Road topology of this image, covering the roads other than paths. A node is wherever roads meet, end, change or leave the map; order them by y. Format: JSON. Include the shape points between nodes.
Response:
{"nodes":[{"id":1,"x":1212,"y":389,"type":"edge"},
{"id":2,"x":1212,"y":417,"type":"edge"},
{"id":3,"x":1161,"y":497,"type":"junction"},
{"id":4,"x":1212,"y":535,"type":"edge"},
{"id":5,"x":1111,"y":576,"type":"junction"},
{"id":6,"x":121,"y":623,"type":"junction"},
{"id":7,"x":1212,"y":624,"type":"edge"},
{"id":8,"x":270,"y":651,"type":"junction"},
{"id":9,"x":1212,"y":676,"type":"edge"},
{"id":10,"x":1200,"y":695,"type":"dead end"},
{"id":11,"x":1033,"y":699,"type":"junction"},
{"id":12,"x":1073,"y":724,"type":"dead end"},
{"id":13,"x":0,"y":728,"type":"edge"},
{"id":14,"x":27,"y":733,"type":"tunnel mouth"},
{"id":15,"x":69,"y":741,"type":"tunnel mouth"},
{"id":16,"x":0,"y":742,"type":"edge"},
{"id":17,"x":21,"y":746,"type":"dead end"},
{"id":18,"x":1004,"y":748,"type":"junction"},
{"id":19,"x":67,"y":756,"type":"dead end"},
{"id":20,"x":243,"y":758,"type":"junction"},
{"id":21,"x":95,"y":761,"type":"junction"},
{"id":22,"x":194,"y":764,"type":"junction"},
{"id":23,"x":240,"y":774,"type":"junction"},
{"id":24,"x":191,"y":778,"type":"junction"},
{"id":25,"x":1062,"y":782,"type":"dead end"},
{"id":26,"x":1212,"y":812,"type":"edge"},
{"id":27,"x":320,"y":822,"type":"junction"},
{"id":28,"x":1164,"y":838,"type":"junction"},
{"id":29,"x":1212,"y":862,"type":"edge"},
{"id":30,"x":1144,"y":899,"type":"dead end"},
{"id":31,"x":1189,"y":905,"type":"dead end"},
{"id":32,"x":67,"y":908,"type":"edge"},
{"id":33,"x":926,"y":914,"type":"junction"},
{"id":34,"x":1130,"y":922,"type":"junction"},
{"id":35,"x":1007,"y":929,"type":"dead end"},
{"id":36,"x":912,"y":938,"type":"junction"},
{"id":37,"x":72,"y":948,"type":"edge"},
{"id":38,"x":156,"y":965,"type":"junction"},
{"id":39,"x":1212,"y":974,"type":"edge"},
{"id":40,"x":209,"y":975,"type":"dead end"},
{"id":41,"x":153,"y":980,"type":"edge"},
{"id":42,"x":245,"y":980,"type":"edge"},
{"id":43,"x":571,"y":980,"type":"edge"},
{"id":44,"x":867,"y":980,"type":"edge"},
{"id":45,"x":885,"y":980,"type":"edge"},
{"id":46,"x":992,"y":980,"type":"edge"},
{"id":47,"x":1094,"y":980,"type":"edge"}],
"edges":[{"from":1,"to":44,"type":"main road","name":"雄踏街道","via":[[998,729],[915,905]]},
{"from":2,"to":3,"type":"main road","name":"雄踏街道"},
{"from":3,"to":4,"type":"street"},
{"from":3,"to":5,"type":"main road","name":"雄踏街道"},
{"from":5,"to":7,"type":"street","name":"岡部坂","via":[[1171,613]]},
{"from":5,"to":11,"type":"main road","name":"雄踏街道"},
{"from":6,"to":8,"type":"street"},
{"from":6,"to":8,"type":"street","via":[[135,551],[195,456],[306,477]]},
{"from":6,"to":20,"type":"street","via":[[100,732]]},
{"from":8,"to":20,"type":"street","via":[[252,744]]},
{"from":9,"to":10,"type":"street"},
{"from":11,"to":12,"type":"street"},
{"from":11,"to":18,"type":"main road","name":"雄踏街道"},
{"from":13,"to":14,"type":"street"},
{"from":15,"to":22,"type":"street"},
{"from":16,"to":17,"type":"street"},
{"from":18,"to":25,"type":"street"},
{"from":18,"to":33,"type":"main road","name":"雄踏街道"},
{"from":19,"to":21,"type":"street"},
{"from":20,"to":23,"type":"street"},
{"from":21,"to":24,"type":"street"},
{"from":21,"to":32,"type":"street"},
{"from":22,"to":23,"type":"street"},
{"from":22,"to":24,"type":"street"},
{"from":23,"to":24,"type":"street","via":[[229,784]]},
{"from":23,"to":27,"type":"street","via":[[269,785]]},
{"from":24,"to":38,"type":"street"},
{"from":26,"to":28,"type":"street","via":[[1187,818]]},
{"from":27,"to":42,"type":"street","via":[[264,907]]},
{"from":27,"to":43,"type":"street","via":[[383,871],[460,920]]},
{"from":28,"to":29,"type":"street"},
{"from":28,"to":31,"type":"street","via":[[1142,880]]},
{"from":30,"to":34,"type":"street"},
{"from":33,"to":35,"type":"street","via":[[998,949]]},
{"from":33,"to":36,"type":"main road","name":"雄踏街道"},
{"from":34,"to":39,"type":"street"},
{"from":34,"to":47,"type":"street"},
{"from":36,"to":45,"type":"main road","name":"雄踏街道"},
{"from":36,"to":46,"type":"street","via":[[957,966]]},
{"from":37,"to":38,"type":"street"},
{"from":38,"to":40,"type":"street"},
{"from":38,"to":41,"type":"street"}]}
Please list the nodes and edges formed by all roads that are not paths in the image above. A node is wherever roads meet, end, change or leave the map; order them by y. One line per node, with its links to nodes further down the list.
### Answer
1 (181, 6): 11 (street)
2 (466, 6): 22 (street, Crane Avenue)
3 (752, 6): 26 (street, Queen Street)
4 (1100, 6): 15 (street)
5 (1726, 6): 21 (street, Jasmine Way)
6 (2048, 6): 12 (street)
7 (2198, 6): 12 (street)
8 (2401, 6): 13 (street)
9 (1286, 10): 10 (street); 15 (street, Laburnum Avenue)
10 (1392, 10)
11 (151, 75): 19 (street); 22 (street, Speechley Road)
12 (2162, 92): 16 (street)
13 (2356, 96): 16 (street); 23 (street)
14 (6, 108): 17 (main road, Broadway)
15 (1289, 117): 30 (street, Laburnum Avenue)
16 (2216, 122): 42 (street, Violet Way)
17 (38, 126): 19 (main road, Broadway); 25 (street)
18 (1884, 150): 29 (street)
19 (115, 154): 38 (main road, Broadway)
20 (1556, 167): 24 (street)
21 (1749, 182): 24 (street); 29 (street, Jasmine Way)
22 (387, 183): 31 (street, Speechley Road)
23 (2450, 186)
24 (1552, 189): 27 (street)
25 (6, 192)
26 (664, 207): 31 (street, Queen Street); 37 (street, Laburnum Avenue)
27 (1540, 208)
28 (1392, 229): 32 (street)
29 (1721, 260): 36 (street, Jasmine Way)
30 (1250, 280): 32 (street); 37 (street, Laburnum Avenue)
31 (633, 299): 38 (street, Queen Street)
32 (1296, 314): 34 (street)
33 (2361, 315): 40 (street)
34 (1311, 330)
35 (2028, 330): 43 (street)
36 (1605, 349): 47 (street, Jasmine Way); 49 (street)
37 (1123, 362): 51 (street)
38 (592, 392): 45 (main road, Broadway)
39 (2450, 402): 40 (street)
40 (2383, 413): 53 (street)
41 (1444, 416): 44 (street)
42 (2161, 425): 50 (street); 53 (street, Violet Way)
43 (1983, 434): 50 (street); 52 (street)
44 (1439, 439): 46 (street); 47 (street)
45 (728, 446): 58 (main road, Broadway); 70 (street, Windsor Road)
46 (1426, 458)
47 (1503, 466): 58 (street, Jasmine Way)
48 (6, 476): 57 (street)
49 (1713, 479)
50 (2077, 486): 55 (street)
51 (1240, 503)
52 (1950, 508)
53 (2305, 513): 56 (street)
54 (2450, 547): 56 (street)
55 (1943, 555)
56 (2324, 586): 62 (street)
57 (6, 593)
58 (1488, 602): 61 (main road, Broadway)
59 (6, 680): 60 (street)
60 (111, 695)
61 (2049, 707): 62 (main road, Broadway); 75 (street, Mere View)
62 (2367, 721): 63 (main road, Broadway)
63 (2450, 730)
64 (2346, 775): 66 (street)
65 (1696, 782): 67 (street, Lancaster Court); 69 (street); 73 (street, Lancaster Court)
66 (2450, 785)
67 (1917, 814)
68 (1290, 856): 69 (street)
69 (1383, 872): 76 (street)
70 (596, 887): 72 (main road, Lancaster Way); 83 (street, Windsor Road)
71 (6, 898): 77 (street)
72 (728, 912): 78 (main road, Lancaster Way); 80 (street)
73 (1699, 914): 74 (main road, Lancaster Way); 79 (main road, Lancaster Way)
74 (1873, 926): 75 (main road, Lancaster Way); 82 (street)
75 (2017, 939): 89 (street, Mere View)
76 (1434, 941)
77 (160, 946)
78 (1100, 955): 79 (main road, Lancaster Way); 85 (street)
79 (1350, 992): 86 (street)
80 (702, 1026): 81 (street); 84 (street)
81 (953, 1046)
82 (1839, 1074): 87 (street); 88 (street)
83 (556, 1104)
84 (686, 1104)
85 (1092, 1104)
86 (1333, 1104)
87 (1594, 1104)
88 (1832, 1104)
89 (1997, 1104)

....................

## Problem requirements
Each line above that holds the string "View" should be copied and shown.

## Reply to the exercise
61 (2049, 707): 62 (main road, Broadway); 75 (street, Mere View)
75 (2017, 939): 89 (street, Mere View)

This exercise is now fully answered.